The sensor layer 200 may include a base layer 201, a first conductive layer 202, a sensing insulating layer 203, a second conductive layer 204, and a cover insulating layer 205.

The base layer 201 may be an inorganic layer including at least one of silicon nitride, silicon oxynitride, and silicon oxide. Alternatively, the base layer 201 may be an organic layer including an epoxy resin, an acrylate resin, or an imide-based resin. The base layer 201 may have a single-layer structure or may have a multi-layer structure stacked in the third direction DR3.

Each of the first conductive layer 202 and the second conductive layer 204 may have a single layer structure or may have a multi-layer structure stacked in the third direction DR3.

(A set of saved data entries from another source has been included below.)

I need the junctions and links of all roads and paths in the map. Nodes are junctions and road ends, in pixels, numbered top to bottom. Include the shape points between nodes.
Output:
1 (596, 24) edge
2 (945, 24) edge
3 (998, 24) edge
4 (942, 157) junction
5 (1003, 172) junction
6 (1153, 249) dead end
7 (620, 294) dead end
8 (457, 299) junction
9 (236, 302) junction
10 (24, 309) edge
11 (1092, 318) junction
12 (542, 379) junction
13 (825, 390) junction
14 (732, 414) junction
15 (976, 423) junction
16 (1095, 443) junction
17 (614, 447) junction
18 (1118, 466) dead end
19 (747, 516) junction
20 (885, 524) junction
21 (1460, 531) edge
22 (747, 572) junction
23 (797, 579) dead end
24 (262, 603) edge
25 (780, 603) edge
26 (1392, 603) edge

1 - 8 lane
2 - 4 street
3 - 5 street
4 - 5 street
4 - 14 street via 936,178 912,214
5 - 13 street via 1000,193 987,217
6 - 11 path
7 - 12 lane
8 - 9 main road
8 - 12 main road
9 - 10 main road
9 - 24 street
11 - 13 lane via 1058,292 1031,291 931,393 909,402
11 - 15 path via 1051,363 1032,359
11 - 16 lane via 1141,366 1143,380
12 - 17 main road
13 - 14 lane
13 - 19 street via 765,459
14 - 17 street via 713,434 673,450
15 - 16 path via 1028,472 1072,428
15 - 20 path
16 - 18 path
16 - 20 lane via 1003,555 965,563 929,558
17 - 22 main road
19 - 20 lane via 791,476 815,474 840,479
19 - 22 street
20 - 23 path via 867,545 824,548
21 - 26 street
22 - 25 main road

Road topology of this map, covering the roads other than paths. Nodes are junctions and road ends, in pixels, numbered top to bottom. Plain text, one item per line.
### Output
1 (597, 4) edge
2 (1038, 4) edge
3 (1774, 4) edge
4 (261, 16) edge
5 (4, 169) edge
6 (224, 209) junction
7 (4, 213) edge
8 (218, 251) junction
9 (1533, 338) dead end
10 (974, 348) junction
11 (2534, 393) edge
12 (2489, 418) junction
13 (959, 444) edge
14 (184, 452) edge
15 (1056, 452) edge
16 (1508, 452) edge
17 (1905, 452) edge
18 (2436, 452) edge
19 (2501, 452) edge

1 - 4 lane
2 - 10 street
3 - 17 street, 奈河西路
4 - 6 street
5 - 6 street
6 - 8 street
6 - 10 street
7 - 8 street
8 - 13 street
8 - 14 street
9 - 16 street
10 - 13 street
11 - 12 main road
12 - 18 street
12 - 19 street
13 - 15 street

A conductive layer of a single layer structure may include a metal layer or a transparent conductive layer. The metal layer may include molybdenum, silver, titanium, copper, aluminum, or an alloy thereof. The transparent conductive layer may include a transparent conductive oxide such as indium tin oxide (ITO), indium zinc oxide (IZO), zinc oxide (ZnO), indium zinc tin oxide (IZTO), or the like. Additionally, the transparent conductive layer may include a conductive polymer such as PEDOT, a metal nano wire, graphene, and the like.

A conductive layer of the multi-layer structure may include metal layers. For example, the metal layers may have a three-layer structure of titanium/aluminum/titanium. The conductive layer of the multi-layer structure may include at least one metal layer and at least one transparent conductive layer.

At least one of the detection insulating layer 203 and the cover insulating layer 205 may include an inorganic film. The inorganic film may include at least one of aluminum oxide, titanium oxide, silicon oxide, silicon nitride, silicon oxynitride, zirconium oxide, and hafnium oxide.

At least one of the sensing insulating layer 203 and the cover insulating layer 205 may include an organic film. The organic film may include at least one of acrylate-based resin, methacrylate-based resin, polyisoprene, vinyl-based resin, epoxy-based resin, urethane-based resin, cellulose-based resin, siloxane-based resin, polyimide-based resin, polyamide-based resin, and perylene-based resin.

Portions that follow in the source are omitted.